In another case, care support workers did not realise someone had been put on a palliative care pathway, and in a third, staff accidentally administered a patient’s existing medication as well as the new medication intended to replace it.

The inquiry also found cases where people who had previously engaged in self-harming and suicidal behaviour, and had usually been admitted to hospital for this reason, were offered only a crisis support phone number on leaving. This had led to a substantial “escalation” in their crisis and “in a couple of cases” resulted in death.

The first hint of the problems emerged last week in an unheralded report by the government’s Independent Information Governance Oversight Panel to health secretary Jeremy Hunt, in which Healthwatch shared some of its findings on discharge failings. Its inquiry centred on the experiences of older people and those who had been homeless or had mental health problems in the belief that if the system can be made right for them, it would be improved for everyone.

Katherine Rake, Healthwatch’s chief executive, said the findings showed the “very human consequences of not having these basic processes right”. Citing the example of the patient on palliative care, she added: “If that happened to your mum, your parents, you would live forever with the notion that they did not have the best care they could have done. You can’t undo that. We all scratch our heads wondering why these very basic things don’t happen.”

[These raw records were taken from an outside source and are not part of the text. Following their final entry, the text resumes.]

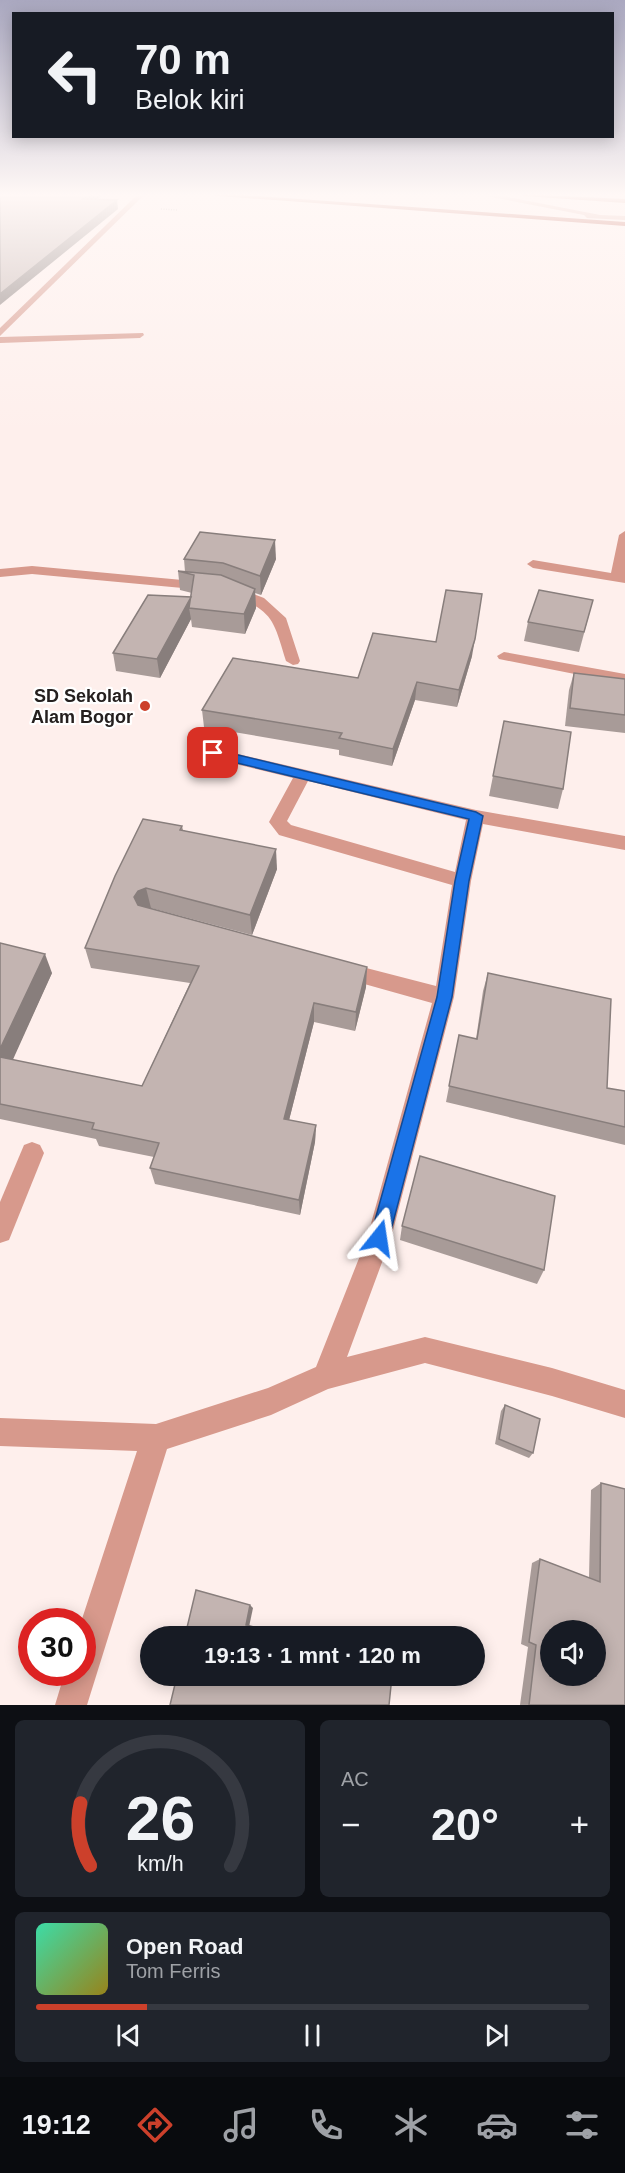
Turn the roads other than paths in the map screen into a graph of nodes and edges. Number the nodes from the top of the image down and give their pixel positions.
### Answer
1 (60, 274) edge
2 (0, 333) edge
3 (140, 334) dead end
4 (0, 340) edge
5 (625, 535) edge
6 (533, 564) dead end
7 (0, 573) edge
8 (621, 579) edge
9 (504, 656) dead end
10 (293, 661) dead end
11 (625, 679) edge
12 (213, 753) dead end
13 (303, 775) junction
14 (476, 816) junction
15 (625, 843) edge
16 (462, 881) junction
17 (320, 964) edge
18 (444, 997) junction
19 (32, 1153) dead end
20 (0, 1231) edge
21 (326, 1376) junction
22 (625, 1404) edge
23 (0, 1432) edge
24 (156, 1438) junction
25 (96, 1627) edge
26 (77, 1686) edge
27 (71, 1705) edge

1 - 2 street
3 - 4 street
5 - 8 street
6 - 8 street
7 - 10 street
9 - 11 street
12 - 13 street
13 - 14 street
13 - 16 street
14 - 15 street
14 - 16 street
16 - 18 street
17 - 18 street
18 - 21 street
19 - 20 street
21 - 22 street
21 - 24 street
23 - 24 street
24 - 25 street
26 - 27 street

Discharges from one part of the health and social care system into another had been an issue for some time, said Rake, adding: “There does not seem to have been an improvement, indeed the opposite. I think emergency readmissions have gone up by something like 27% over the last decade.

“Obviously not all of that is due to unsafe discharge. But the many examples we have heard could have been prevented through better planning.”

Rake said there had to be a better, systematic way of understanding people’s health and social care needs. “None of this appears to be rocket science but quite why it is happening and what can be done about it is the next stage we should move to.”

Anne Beales, a former user of mental health services who now works in one, and who acted as a consultant on the inquiry, said Healthwatch had “really listened to the people who know best, the people in receipt. They hold the solutions”.

Paul Wilson, once homeless himself, conducted interviews with homeless people for the inquiry. “There was never a complaint about doctors or nurses. It was always about the system. They were very angry about that.”

The Department of Health said: “We know the NHS is busier than ever before, which is why we’ve given the NHS a record £700m this winter for more doctors, nurses and beds. There are fewer long waits to be discharged as a proportion of hospital admissions over the last few years, and we want to see the NHS work with councils to ensure people are discharged from hospital safely and quickly.”